May 27, 2017

Not In My Backyard

Not In My Backyard

If you’ve been a reader of mine for a while you’re probably familiar with the fact that I don’t recommend people prepare with the TEOTWAWKI events in mind. Instead, I believe the best option it a general approach to preparedness, taking into consideration the events that are most likely to happen in your area.

However, with the exception of weather events, we should not rule out scenarios taking place in our area, simply because of where we live. For example, one would think that if Mexican drug cartel violence was to take place in America, it would happen in a border town. However, this happened in St. Paul Minnesota; from the

“Three enforcers hired by Mexico’s biggest drug cartel flew from Los Angeles to Minnesota last month, kidnapped two local teenagers, and then tortured them for hours at a house in St. Paul in an effort to recover stolen drugs, according to court documents reviewed by the Star Tribune.”

Acting under orders from the Sinaloa cartel, the three kidnappers were trying to determine who had stolen 30 pounds of methamphetamine and $200,000 from a stash house on Palace Avenue in St. Paul. Before the episode was over, they had issued death threats against the Minnesota pair and their families, demanding that they find the missing drugs or come up with $300,000 to compensate the cartel.”

I’m not sure if I would call this complacency, willful ignorance or just someone having a blind spot. The type of scenarios I am thinking about are mostly security related in nature. I think this happens the most often to people who live in a rural, suburban or urban environment, thinking the problems of the other environments aren’t a concern for them.

The couple who homesteads on their acreage might be under the assumption that in “SHTF” they won’t have to worry about people coming in from the suburbs or the nearest large urban area. If we see an EMP event and it disables vehicular travel, you could be partially right. It would be hard to cover long distances on foot, but not impossible. If we see any other type of event, I actually think you might be more prone to see crime brought in from other population centers.

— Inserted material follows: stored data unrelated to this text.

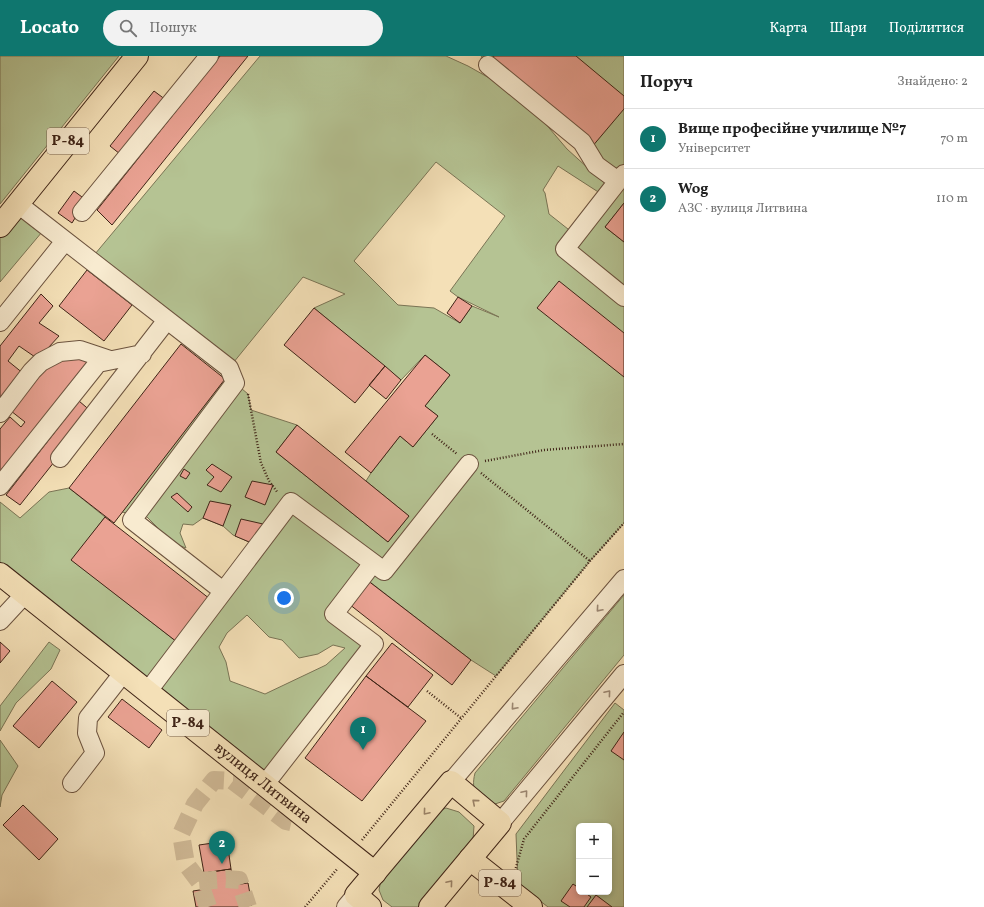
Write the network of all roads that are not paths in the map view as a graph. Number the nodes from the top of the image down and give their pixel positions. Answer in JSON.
{"nodes":[{"id":1,"x":137,"y":56,"type":"edge"},
{"id":2,"x":209,"y":56,"type":"edge"},
{"id":3,"x":488,"y":64,"type":"dead end"},
{"id":4,"x":621,"y":177,"type":"edge"},
{"id":5,"x":18,"y":204,"type":"junction"},
{"id":6,"x":82,"y":212,"type":"dead end"},
{"id":7,"x":0,"y":226,"type":"edge"},
{"id":8,"x":65,"y":241,"type":"junction"},
{"id":9,"x":624,"y":297,"type":"edge"},
{"id":10,"x":167,"y":320,"type":"junction"},
{"id":11,"x":0,"y":322,"type":"edge"},
{"id":12,"x":142,"y":354,"type":"junction"},
{"id":13,"x":110,"y":360,"type":"junction"},
{"id":14,"x":0,"y":413,"type":"edge"},
{"id":15,"x":60,"y":458,"type":"dead end"},
{"id":16,"x":469,"y":464,"type":"road end"},
{"id":17,"x":0,"y":486,"type":"edge"},
{"id":18,"x":373,"y":563,"type":"junction"},
{"id":19,"x":0,"y":574,"type":"edge"},
{"id":20,"x":624,"y":579,"type":"edge"},
{"id":21,"x":223,"y":591,"type":"junction"},
{"id":22,"x":25,"y":594,"type":"junction"},
{"id":23,"x":0,"y":621,"type":"edge"},
{"id":24,"x":124,"y":672,"type":"junction"},
{"id":25,"x":624,"y":674,"type":"edge"},
{"id":26,"x":148,"y":691,"type":"junction"},
{"id":27,"x":451,"y":782,"type":"junction"},
{"id":28,"x":72,"y":783,"type":"dead end"},
{"id":29,"x":265,"y":784,"type":"junction"},
{"id":30,"x":500,"y":823,"type":"junction"},
{"id":31,"x":470,"y":859,"type":"junction"},
{"id":32,"x":375,"y":872,"type":"junction"},
{"id":33,"x":358,"y":903,"type":"edge"},
{"id":34,"x":430,"y":907,"type":"edge"},
{"id":35,"x":531,"y":907,"type":"edge"}],
"edges":[{"from":1,"to":5,"type":"main road","number":"Р-84"},
{"from":2,"to":6,"type":"street"},
{"from":3,"to":4,"type":"street"},
{"from":4,"to":9,"type":"street"},
{"from":5,"to":7,"type":"main road","number":"Р-84"},
{"from":5,"to":8,"type":"street"},
{"from":8,"to":10,"type":"street"},
{"from":8,"to":11,"type":"street"},
{"from":10,"to":12,"type":"street"},
{"from":10,"to":21,"type":"street"},
{"from":12,"to":13,"type":"street"},
{"from":12,"to":15,"type":"street"},
{"from":13,"to":14,"type":"street"},
{"from":13,"to":17,"type":"street"},
{"from":16,"to":18,"type":"street"},
{"from":18,"to":21,"type":"street"},
{"from":18,"to":29,"type":"street"},
{"from":19,"to":22,"type":"main road","name":"вулиця Литвина","number":"Р-84"},
{"from":20,"to":27,"type":"street","one_way":true},
{"from":21,"to":26,"type":"street"},
{"from":22,"to":23,"type":"street"},
{"from":22,"to":24,"type":"main road","name":"вулиця Литвина","number":"Р-84"},
{"from":24,"to":26,"type":"main road","name":"вулиця Литвина","number":"Р-84"},
{"from":24,"to":28,"type":"street"},
{"from":30,"to":25,"type":"street","one_way":true},
{"from":26,"to":29,"type":"main road","name":"вулиця Литвина","number":"Р-84"},
{"from":30,"to":27,"type":"main road","one_way":true},
{"from":27,"to":32,"type":"main road","one_way":true},
{"from":29,"to":32,"type":"main road","name":"вулиця Литвина","number":"Р-84"},
{"from":30,"to":31,"type":"main road","number":"Р-84"},
{"from":34,"to":31,"type":"main road","number":"Р-84","one_way":true},
{"from":31,"to":35,"type":"main road","number":"Р-84"},
{"from":32,"to":33,"type":"main road"}]}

I was told by my cities police captain that 90% of our crime is drug related and comes from Minneapolis, which is a thirty or so minute drive and is the nearest large population center. Addicts come into town, burglarize homes and cars and sell/trade what they get for drugs in other cities. I also remember reading about the economic collapse in Argentina; that there were very rural homesteads that were specifically targeted because they were so remote and because there was food there. The point? Crime migrates!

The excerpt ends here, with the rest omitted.